▶ Instructions for the task
Every record below is to be restated verbatim, though its images are not.

(Records from a collection)
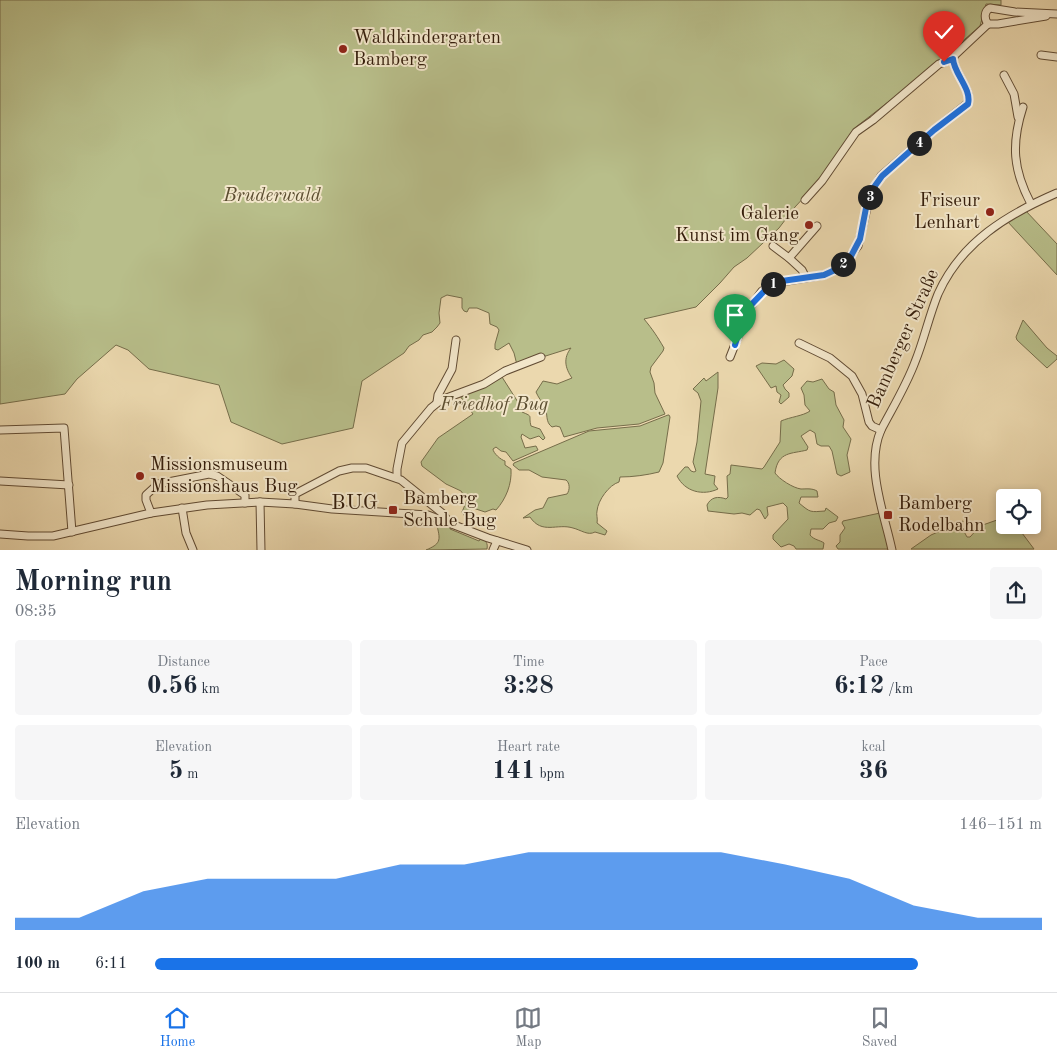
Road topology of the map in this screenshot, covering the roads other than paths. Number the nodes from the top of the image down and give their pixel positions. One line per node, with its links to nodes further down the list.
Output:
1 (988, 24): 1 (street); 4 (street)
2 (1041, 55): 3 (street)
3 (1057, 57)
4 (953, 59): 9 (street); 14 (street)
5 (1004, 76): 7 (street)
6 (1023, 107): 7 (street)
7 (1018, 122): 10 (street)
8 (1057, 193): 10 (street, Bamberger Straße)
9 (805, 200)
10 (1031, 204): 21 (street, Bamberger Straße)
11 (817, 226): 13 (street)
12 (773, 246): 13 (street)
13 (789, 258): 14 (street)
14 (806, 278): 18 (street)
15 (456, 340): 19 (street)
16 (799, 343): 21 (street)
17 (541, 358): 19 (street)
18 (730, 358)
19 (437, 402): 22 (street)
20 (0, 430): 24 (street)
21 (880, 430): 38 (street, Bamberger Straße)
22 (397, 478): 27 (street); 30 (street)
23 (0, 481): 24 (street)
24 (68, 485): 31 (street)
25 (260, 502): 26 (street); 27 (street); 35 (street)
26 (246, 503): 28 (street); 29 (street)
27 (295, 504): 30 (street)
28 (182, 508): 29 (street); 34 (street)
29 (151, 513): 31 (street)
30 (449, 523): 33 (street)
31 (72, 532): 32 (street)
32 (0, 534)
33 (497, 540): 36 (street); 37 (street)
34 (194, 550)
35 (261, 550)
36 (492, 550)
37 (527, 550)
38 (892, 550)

▶ Problem solution
Road topology of the map in this screenshot, covering the roads other than paths. Number the nodes from the top of the image down and give their pixel positions. One line per node, with its links to nodes further down the list.
Output:
1 (988, 24): 1 (street); 4 (street)
2 (1041, 55): 3 (street)
3 (1057, 57)
4 (953, 59): 9 (street); 14 (street)
5 (1004, 76): 7 (street)
6 (1023, 107): 7 (street)
7 (1018, 122): 10 (street)
8 (1057, 193): 10 (street, Bamberger Straße)
9 (805, 200)
10 (1031, 204): 21 (street, Bamberger Straße)
11 (817, 226): 13 (street)
12 (773, 246): 13 (street)
13 (789, 258): 14 (street)
14 (806, 278): 18 (street)
15 (456, 340): 19 (street)
16 (799, 343): 21 (street)
17 (541, 358): 19 (street)
18 (730, 358)
19 (437, 402): 22 (street)
20 (0, 430): 24 (street)
21 (880, 430): 38 (street, Bamberger Straße)
22 (397, 478): 27 (street); 30 (street)
23 (0, 481): 24 (street)
24 (68, 485): 31 (street)
25 (260, 502): 26 (street); 27 (street); 35 (street)
26 (246, 503): 28 (street); 29 (street)
27 (295, 504): 30 (street)
28 (182, 508): 29 (street); 34 (street)
29 (151, 513): 31 (street)
30 (449, 523): 33 (street)
31 (72, 532): 32 (street)
32 (0, 534)
33 (497, 540): 36 (street); 37 (street)
34 (194, 550)
35 (261, 550)
36 (492, 550)
37 (527, 550)
38 (892, 550)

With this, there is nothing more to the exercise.